Our statistical systems were developed for a 20th-century industrial world, where goods and services had tangible prices and consistent qualities. They can count goods and serices from motor cars to massages well. But statisticians struggle to measure the impact of rapid product quality changes, such as when a $400 phone suddenly offers dramatically more services than a similarly priced one a year ago. The current statistical systems also fail to capture non-monetary transactions such as the barter that takes place when consumers download “free” apps and use “free” cyber services in exchange for giving their data to technology companies for “free”.

That’s from Gillian Tett. Who is pointing out quite how fast technological advance is zooming along. And which the Spudmonster uses as proof that technology is stagnating. Says Snippa:

We’re living in a new economy shaped by, but no longer driven by, technology.

And his example of this stagnation is the mobile phone, the fastest adopted technology in all of human history.

And they let this man teach economics?

40 thoughts on “This is really quite glorious from the Senior Lecturer”
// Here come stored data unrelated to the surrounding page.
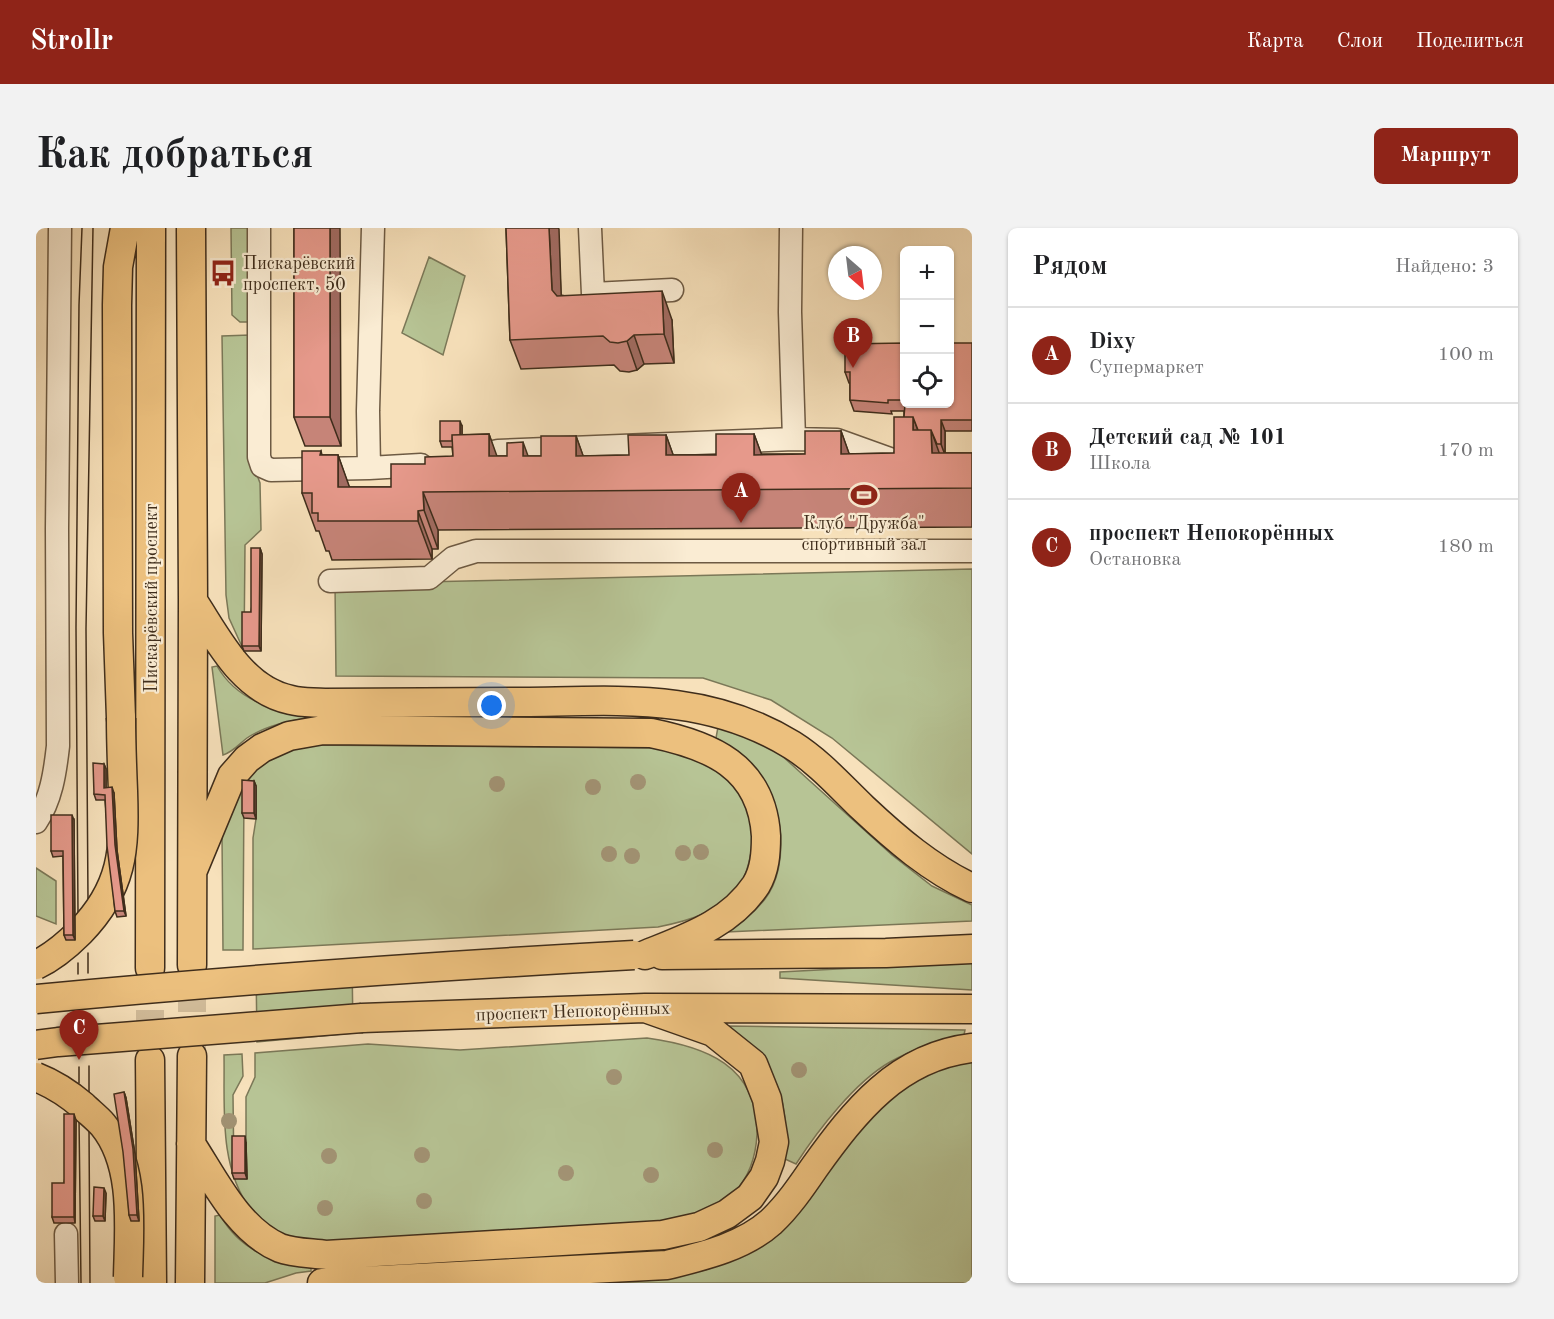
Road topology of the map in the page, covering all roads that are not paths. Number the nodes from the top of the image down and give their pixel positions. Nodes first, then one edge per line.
1 (60, 228) edge
2 (125, 228) edge
3 (151, 228) edge
4 (191, 228) edge
5 (259, 228) edge
6 (373, 228) edge
7 (590, 228) edge
8 (791, 228) edge
9 (672, 290) dead end
10 (794, 439) junction
11 (908, 464) edge
12 (369, 468) junction
13 (46, 530) edge
14 (972, 551) edge
15 (330, 581) dead end
16 (194, 601) junction
17 (47, 682) edge
18 (36, 822) edge
19 (193, 870) junction
20 (972, 888) edge
21 (972, 949) edge
22 (640, 955) junction
23 (36, 965) edge
24 (150, 968) tunnel mouth
25 (184, 975) junction
26 (36, 999) edge
27 (640, 1008) junction
28 (972, 1009) edge
29 (36, 1045) edge
30 (972, 1048) edge
31 (192, 1056) tunnel mouth
32 (150, 1060) tunnel mouth
33 (36, 1077) edge
34 (191, 1143) junction
35 (66, 1234) dead end
36 (136, 1281) edge
37 (66, 1283) edge
38 (190, 1283) edge
39 (322, 1283) edge

1 - 13 street
2 - 23 main road, bridge
3 - 24 main road, Пискарёвский проспект
4 - 16 main road
5 - 12 street
6 - 12 street
7 - 9 street
8 - 10 street
10 - 11 street
10 - 12 street
13 - 17 street
14 - 15 street
16 - 19 main road
16 - 20 main road
17 - 18 street
19 - 22 main road
19 - 25 main road
21 - 22 main road
22 - 25 main road, bridge
25 - 26 main road, bridge
27 - 28 main road, проспект Непокорённых
27 - 29 main road, проспект Непокорённых, bridge
27 - 34 main road
30 - 39 main road
31 - 34 main road
32 - 36 main road
33 - 36 main road, bridge
34 - 38 main road
35 - 37 street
  1. This in the week NASA agreed the new to-LEO reuseable spaceplane & updated on the latest progress on the interplanetary crewed spacecraft.
    Oh, & then there’s the revolution in 2dimensional materials, doped buckyball catalysts, quantum computing….
    Naah…Technology’s just so stagnant these days

  2. Flexible, wearable, self powering electronics. The advance that’s rapidly going to trashcan smartfones

  3. In my own little field of CNC machine tools 5 axis mills and 7+ axis mill turn centers are tumbling in price to a point where even small jobbing shops can afford them.
    With lights out machining productivity soars and labour is reduced.
    But what do I know ? I’m just a simple engineer and not the Sage of Ely .

  4. Cloud computing, AI and blockchain – 3 massively disruptive technologies that an old fool like Murphy won’t see because he doesn’t know how or where to look.

  5. BIS:
    Not so sure about wearable technology when it comes to anything sophisticated.
    For example, at the moment I can wear any clothes in the world, however cheap or expensive and add state of the art communications through the very minor inconvenience of having to carry a phone.
    With all the advanced wearable technology I’ve seen, to carry the equivalent to a mobile phone at anything like the same cost I would have to wear the same piece of clothing every single day.
    Of course there might be simple and inexpensive but useful additions to clothes which might become popular, but anything advanced and expensive is only going to be bought by the people who can afford to buy diamond encrusted platinum phones which are no more functional than a cheapo Chinese Android. A very niche market having virtually no effect generally.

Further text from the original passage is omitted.